··· Data section ···

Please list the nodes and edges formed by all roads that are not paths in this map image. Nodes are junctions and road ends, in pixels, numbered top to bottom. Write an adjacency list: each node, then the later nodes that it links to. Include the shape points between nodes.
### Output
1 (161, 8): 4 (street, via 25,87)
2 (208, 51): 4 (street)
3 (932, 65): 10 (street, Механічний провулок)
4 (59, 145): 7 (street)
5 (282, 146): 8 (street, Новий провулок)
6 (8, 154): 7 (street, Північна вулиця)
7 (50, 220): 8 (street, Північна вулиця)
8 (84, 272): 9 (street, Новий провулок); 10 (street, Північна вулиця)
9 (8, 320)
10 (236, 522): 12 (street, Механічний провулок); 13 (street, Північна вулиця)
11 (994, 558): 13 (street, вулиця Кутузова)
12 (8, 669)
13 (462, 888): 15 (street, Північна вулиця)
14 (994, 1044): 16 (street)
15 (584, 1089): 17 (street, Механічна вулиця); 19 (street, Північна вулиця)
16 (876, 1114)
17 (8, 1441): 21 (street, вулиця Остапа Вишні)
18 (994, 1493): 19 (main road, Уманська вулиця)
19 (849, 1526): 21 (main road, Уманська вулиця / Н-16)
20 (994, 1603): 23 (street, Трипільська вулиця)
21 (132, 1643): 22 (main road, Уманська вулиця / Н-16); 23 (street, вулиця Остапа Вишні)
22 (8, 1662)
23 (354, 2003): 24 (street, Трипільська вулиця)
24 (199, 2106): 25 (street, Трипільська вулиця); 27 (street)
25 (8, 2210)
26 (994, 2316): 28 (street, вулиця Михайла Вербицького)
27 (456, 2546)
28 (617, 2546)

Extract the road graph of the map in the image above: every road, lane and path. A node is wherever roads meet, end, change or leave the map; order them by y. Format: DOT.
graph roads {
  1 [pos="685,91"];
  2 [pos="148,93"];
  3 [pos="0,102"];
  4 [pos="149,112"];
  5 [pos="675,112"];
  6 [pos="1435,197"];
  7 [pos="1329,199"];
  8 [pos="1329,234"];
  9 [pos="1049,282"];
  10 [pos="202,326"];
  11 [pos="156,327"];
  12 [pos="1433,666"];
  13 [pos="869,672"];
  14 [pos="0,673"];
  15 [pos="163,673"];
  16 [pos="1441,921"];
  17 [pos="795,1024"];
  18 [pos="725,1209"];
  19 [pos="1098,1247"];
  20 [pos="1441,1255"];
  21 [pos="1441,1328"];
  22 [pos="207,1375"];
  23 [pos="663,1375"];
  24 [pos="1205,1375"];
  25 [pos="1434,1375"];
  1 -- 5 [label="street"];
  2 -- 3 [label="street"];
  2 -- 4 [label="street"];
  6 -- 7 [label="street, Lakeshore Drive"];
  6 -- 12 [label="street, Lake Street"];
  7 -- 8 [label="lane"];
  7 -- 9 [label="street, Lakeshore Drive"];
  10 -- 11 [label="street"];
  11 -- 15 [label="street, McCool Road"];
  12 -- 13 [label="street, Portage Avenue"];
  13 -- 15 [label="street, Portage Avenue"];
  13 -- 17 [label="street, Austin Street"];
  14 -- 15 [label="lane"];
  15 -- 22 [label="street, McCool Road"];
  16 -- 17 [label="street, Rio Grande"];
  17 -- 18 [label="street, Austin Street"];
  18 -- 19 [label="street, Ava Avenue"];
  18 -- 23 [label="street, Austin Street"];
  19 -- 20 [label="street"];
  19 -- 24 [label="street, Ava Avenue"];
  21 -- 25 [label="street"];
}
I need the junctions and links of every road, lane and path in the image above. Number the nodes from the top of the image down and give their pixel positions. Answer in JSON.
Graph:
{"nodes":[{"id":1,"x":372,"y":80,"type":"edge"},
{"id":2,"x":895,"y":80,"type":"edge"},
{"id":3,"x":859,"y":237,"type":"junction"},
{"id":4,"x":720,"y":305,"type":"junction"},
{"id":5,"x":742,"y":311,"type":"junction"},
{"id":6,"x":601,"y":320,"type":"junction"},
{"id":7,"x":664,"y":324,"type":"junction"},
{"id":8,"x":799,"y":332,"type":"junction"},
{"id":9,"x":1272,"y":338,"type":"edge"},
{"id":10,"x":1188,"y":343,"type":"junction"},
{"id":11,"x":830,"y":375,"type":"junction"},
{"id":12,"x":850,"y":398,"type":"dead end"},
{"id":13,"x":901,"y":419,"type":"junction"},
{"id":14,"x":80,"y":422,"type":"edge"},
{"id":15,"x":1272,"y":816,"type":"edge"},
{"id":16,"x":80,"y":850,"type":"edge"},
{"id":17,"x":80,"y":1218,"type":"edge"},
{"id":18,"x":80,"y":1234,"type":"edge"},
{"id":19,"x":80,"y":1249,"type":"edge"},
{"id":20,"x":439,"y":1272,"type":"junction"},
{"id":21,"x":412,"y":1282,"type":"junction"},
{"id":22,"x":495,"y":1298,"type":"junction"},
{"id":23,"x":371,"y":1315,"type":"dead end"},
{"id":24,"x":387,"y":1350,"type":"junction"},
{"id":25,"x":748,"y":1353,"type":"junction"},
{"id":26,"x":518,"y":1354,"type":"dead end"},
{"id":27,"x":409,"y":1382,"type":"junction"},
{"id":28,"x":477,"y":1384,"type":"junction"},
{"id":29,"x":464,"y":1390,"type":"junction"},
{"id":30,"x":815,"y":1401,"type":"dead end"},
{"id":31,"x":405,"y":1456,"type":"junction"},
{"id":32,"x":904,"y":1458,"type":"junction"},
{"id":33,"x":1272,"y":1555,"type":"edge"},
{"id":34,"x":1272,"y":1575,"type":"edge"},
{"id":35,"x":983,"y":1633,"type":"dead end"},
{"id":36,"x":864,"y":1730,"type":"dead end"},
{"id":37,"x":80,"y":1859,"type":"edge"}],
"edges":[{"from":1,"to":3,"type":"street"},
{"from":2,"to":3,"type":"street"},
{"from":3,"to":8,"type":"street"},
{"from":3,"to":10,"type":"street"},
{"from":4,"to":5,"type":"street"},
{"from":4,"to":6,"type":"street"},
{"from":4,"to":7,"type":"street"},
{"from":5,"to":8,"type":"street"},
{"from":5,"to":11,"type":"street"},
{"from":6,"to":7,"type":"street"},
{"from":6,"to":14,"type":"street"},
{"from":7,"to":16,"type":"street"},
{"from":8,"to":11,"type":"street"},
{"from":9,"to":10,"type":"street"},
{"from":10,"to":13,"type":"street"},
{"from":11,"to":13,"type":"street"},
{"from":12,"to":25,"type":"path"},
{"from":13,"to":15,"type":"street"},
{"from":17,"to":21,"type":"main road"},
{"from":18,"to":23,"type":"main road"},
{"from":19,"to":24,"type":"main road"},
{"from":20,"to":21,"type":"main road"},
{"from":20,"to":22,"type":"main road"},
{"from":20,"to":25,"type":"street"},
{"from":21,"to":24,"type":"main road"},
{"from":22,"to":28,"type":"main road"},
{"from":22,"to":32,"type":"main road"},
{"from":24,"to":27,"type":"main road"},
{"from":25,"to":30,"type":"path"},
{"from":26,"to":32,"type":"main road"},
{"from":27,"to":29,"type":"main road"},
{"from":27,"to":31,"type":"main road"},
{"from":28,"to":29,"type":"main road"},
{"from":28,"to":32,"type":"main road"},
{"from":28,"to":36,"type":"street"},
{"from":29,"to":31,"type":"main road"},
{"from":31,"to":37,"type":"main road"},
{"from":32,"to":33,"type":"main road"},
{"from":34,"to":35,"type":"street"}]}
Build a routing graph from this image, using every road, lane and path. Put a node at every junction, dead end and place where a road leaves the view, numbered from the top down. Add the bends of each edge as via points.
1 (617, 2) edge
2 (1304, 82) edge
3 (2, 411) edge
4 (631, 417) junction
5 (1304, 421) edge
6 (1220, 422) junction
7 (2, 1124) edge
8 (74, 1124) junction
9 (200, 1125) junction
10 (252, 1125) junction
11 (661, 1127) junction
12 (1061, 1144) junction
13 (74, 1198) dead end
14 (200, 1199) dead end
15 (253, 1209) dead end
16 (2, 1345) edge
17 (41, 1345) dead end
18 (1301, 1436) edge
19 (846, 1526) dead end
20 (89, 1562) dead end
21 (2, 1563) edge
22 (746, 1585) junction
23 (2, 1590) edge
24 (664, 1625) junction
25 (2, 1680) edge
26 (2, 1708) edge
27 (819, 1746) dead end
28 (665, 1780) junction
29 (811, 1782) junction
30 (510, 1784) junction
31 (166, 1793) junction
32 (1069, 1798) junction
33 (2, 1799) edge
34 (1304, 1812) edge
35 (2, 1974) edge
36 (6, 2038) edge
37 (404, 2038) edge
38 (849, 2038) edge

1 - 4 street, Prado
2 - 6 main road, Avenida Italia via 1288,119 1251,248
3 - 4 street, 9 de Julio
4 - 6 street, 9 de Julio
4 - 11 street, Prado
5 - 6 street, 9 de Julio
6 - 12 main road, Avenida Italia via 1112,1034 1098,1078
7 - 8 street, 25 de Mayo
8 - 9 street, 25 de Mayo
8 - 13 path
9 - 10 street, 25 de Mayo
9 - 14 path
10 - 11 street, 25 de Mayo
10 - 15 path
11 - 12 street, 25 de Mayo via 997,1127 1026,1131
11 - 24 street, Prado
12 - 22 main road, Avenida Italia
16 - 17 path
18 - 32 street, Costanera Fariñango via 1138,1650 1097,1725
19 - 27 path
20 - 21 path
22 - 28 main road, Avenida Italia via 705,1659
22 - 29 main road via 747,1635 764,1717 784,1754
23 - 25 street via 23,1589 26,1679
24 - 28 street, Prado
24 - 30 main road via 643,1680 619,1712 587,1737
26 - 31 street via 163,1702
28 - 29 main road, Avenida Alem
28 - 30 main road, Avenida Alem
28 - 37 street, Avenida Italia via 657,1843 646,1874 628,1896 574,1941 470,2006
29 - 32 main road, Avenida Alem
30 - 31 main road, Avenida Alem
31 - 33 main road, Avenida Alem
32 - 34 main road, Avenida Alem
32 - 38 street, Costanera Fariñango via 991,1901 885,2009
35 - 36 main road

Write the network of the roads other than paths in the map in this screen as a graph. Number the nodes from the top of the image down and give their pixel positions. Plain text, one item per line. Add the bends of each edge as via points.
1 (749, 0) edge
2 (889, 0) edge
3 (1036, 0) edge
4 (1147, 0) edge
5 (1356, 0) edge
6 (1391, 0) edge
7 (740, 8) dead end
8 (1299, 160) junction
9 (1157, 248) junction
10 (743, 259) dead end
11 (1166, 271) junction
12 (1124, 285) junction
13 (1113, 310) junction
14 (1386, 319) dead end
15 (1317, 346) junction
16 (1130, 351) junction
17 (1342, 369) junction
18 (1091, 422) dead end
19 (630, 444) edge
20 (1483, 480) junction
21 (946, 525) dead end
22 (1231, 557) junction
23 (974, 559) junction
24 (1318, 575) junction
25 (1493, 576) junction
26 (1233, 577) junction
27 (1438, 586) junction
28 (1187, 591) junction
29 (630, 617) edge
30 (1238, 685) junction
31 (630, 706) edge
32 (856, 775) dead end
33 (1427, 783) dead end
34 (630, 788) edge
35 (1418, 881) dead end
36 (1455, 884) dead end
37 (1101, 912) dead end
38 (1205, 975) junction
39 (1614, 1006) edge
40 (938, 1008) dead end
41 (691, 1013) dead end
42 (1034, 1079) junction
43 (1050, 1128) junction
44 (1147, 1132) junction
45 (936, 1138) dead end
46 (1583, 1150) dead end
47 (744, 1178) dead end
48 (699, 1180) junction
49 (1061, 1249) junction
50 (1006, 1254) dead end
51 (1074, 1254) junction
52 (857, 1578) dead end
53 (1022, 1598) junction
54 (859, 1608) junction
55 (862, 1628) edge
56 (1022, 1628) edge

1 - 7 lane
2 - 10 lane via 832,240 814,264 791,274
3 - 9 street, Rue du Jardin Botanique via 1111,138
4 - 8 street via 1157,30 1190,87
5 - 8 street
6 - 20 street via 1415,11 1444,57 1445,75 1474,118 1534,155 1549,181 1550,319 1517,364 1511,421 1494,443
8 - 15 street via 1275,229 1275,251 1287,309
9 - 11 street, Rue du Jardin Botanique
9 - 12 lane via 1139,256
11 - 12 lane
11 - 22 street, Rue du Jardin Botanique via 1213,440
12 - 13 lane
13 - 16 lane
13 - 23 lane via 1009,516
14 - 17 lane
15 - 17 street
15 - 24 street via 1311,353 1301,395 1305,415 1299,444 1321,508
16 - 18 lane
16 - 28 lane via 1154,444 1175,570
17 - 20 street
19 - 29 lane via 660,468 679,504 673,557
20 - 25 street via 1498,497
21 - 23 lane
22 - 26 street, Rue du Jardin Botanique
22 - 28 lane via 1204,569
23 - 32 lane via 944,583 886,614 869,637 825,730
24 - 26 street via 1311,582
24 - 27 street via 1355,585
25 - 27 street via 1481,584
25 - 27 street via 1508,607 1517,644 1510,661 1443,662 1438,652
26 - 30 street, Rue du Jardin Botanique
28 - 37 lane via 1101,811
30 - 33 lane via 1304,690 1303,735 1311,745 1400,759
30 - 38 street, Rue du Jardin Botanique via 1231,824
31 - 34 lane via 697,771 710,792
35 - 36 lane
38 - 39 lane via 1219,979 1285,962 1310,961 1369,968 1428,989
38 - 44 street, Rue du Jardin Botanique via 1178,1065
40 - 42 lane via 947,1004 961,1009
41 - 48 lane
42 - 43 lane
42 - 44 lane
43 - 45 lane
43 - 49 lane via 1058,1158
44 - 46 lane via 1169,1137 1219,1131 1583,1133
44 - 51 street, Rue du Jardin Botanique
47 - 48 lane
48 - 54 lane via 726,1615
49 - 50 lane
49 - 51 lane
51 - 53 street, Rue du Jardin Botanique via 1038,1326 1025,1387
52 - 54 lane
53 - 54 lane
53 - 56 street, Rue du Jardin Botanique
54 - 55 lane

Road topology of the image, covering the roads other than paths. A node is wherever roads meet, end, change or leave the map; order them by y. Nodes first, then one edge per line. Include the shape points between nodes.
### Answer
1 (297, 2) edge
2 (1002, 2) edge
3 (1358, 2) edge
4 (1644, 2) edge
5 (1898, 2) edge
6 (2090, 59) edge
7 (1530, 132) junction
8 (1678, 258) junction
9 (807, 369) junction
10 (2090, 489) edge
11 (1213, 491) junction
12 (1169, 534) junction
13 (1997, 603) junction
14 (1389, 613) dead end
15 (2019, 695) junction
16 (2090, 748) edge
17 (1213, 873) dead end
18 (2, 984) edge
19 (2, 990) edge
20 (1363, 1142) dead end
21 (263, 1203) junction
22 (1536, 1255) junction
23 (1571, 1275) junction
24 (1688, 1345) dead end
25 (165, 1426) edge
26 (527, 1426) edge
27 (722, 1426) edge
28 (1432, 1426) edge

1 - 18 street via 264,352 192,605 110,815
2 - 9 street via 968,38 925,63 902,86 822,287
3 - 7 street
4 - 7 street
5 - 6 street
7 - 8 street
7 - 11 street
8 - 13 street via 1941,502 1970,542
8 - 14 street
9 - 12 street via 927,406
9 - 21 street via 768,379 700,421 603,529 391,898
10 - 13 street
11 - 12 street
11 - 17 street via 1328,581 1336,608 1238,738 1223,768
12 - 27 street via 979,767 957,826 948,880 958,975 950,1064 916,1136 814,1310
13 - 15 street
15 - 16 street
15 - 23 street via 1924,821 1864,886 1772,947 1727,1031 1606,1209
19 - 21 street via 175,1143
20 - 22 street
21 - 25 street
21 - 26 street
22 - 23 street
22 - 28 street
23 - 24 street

···

- _Exercise objective_: Which of the lines above include the string "points"? Pick them out and copy them.

- _Solved exercise_:
Please list the nodes and edges formed by all roads that are not paths in this map image. Nodes are junctions and road ends, in pixels, numbered top to bottom. Write an adjacency list: each node, then the later nodes that it links to. Include the shape points between nodes.
Build a routing graph from this image, using every road, lane and path. Put a node at every junction, dead end and place where a road leaves the view, numbered from the top down. Add the bends of each edge as via points.
Write the network of the roads other than paths in the map in this screen as a graph. Number the nodes from the top of the image down and give their pixel positions. Plain text, one item per line. Add the bends of each edge as via points.
Road topology of the image, covering the roads other than paths. A node is wherever roads meet, end, change or leave the map; order them by y. Nodes first, then one edge per line. Include the shape points between nodes.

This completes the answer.